When the Instant Messages resumed, they were racier than any Donlon had ever gotten from her longtime friend. When the question about her breast size popped on her screen, she shot back: “excuse me?”

The reply: “u herd me girl.”

Donlon, then 17, started to get the feeling it wasn’t Vilchez. Later, Vilchez told Donlon that a police officer had been impersonating him.

“She just was horrified to think that any adult, much less a police officer, would speak to her that way,” Brittany’s mother Nancy Donlon said.

The Vilchez family filed a legal claim – often a precursor to a civil lawsuit – against the Police Department seeking $25,000 in damages.

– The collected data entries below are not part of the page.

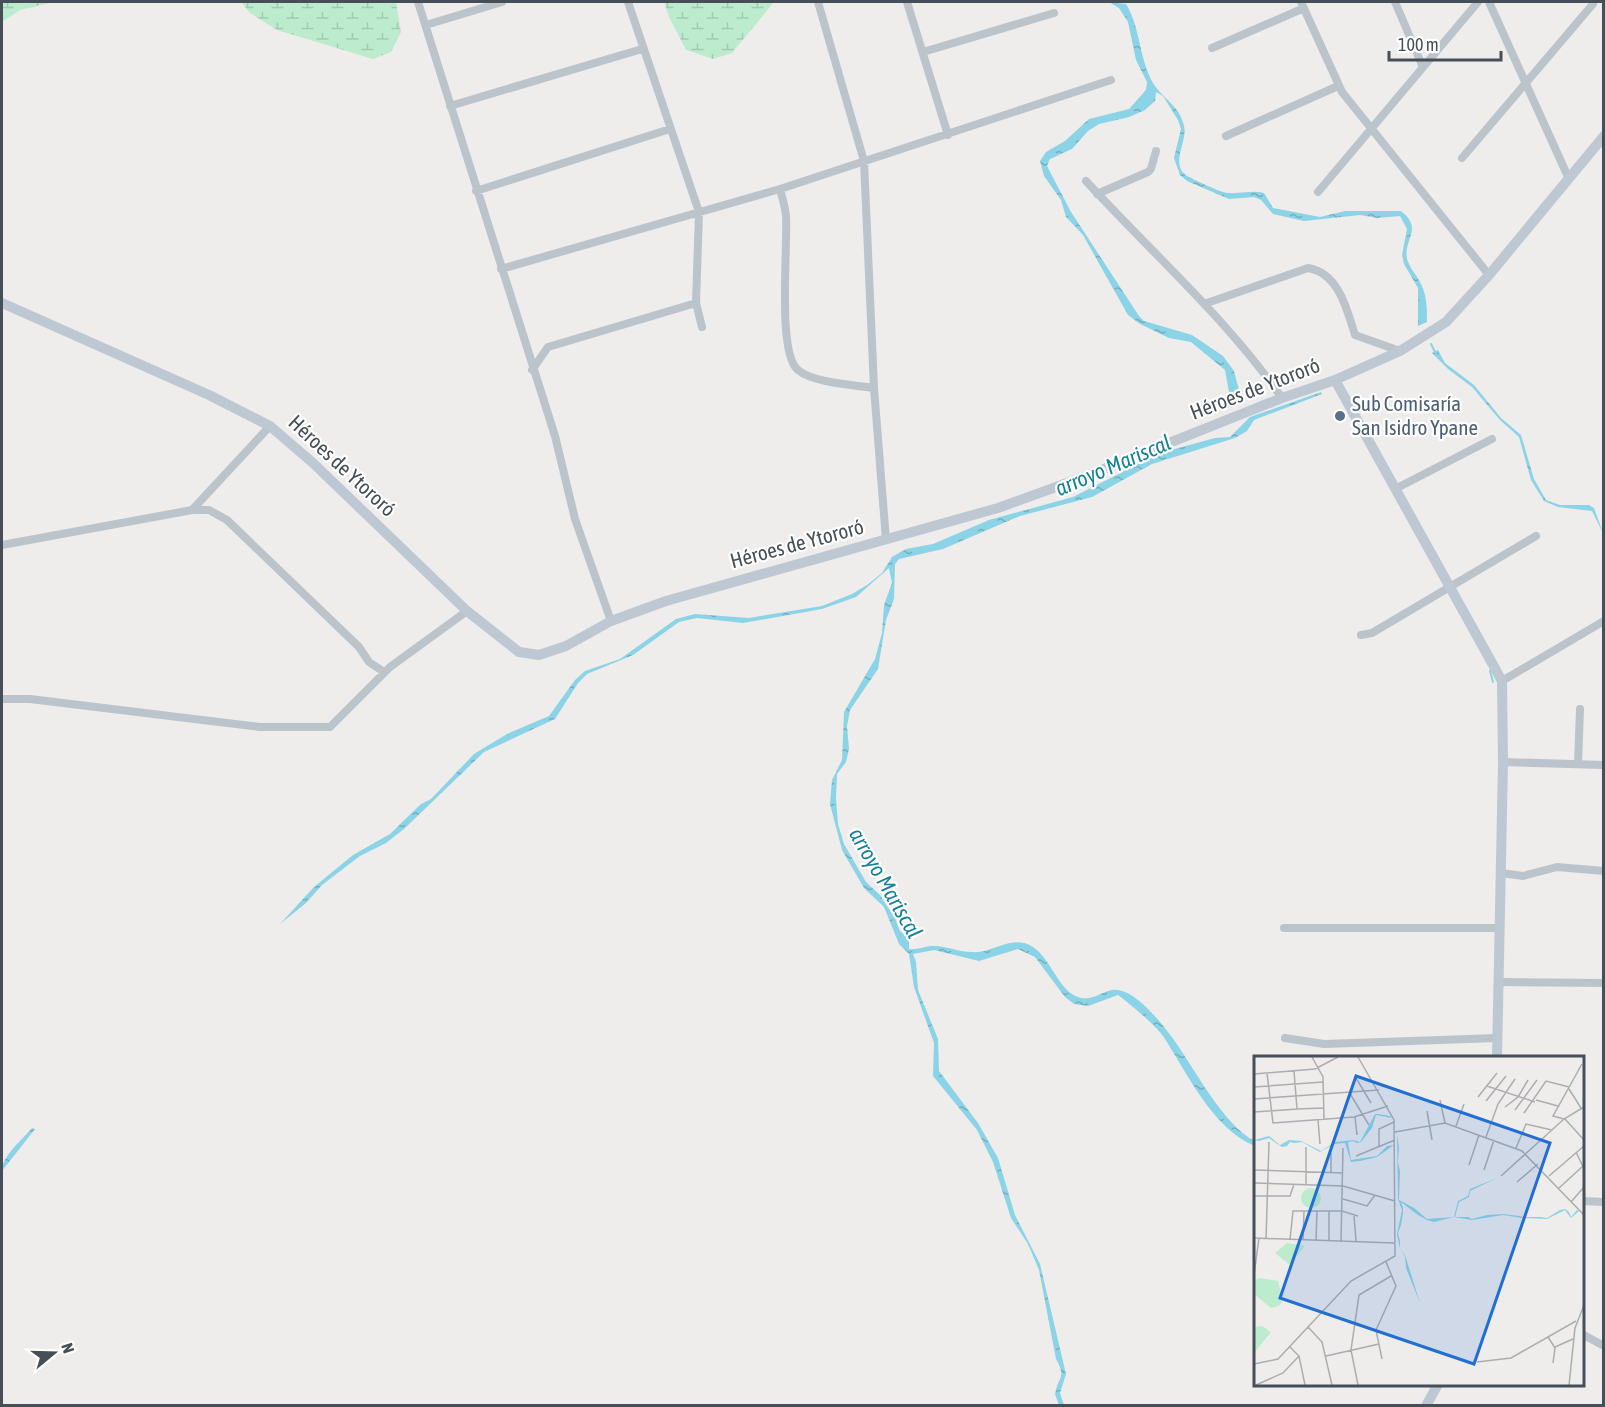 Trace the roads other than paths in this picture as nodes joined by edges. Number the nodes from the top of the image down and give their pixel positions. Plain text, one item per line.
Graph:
1 (418, 2) edge
2 (502, 2) edge
3 (628, 2) edge
4 (818, 2) edge
5 (907, 2) edge
6 (1395, 2) edge
7 (1478, 2) edge
8 (1489, 2) edge
9 (1593, 4) dead end
10 (1302, 5) edge
11 (1054, 13) dead end
12 (426, 25) junction
13 (1212, 48) dead end
14 (642, 49) junction
15 (923, 52) junction
16 (1422, 65) junction
17 (1111, 80) dead end
18 (1525, 81) junction
19 (1338, 86) junction
20 (450, 106) junction
21 (1371, 126) junction
22 (670, 129) junction
23 (948, 135) junction
24 (1226, 136) dead end
25 (1604, 136) edge
26 (1156, 151) dead end
27 (1462, 158) dead end
28 (864, 161) junction
29 (1569, 179) junction
30 (1086, 182) dead end
31 (780, 189) junction
32 (476, 191) junction
33 (1318, 192) dead end
34 (1097, 194) junction
35 (699, 212) junction
36 (501, 269) junction
37 (1489, 275) junction
38 (2, 303) edge
39 (696, 303) junction
40 (1204, 304) junction
41 (702, 327) dead end
42 (1400, 351) junction
43 (532, 370) junction
44 (1335, 380) junction
45 (874, 388) junction
46 (1282, 398) junction
47 (270, 426) junction
48 (1492, 440) dead end
49 (1397, 488) junction
50 (192, 510) junction
51 (1536, 536) dead end
52 (886, 540) junction
53 (2, 545) edge
54 (1451, 586) junction
55 (467, 611) junction
56 (611, 621) junction
57 (1604, 621) edge
58 (1360, 635) dead end
59 (384, 672) junction
60 (1502, 681) junction
61 (2, 699) edge
62 (1580, 709) dead end
63 (1503, 762) junction
64 (1578, 764) junction
65 (1604, 765) edge
66 (1604, 871) edge
67 (1501, 873) junction
68 (1284, 928) dead end
69 (1500, 928) junction
70 (1500, 982) junction
71 (1604, 983) edge
72 (1285, 1038) dead end
73 (1497, 1038) junction
74 (1497, 1056) edge
75 (1584, 1201) edge
76 (1604, 1202) edge
77 (1584, 1335) edge
78 (1604, 1346) edge
79 (1437, 1386) edge
80 (1426, 1406) edge

1 - 12 street
2 - 12 street
3 - 14 street
4 - 28 street
5 - 15 street
6 - 16 street
7 - 16 street
8 - 18 street
9 - 18 street
10 - 13 street
10 - 19 street
11 - 15 street
12 - 20 street
14 - 20 street
14 - 22 street
15 - 23 street
16 - 21 street
17 - 23 street
18 - 27 street
18 - 29 street
19 - 21 street
19 - 24 street
20 - 32 street
21 - 33 street
21 - 37 street
22 - 32 street
22 - 35 street
23 - 28 street
25 - 29 main road, Héroes de Ytororó
26 - 34 street
28 - 31 street
28 - 45 street
29 - 37 main road, Héroes de Ytororó
30 - 34 street
31 - 35 street
31 - 45 street
32 - 36 street
34 - 40 street
35 - 36 street
35 - 39 street
36 - 43 street
37 - 42 main road, Héroes de Ytororó
38 - 47 main road, Héroes de Ytororó
39 - 41 street
39 - 43 street
40 - 42 street
40 - 46 street
42 - 44 main road, Héroes de Ytororó
43 - 56 street
44 - 46 main road, Héroes de Ytororó
44 - 49 main road
45 - 52 street
46 - 52 main road, Héroes de Ytororó
47 - 50 street
47 - 55 main road, Héroes de Ytororó
48 - 49 street
49 - 54 main road
50 - 53 street
50 - 59 street
51 - 54 street
52 - 56 main road, Héroes de Ytororó
54 - 58 street
54 - 60 main road
55 - 56 main road, Héroes de Ytororó
55 - 59 street
57 - 60 street
59 - 61 street
60 - 63 main road
62 - 64 street
63 - 64 street
63 - 67 main road
64 - 65 street
66 - 67 street
67 - 69 main road
68 - 69 street
69 - 70 main road
70 - 71 street
70 - 73 main road
72 - 73 street
73 - 74 main road
75 - 76 street
77 - 78 street
79 - 80 main road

The claim, rejected in June by the department, alleged that while officers were at the family home on Oct. 8 for a narcotics investigation, an officer cut in on the teenager’s ongoing chat.

An Anaheim police captain said in a June 23 letter that an investigation failed to prove or disprove some allegations, but it conceded “some actions were deemed inappropriate and out of departmental guidelines.”

The family’s complaint and police report said several officers arrived to investigate possible sales of narcotics at the family’s home. Officers questioned Vilchez’s two older brothers, both of them previously arrested on narcotics-related charges.

Police arrested William Vilchez, 28, on an outstanding warrant after drug paraphernalia was found.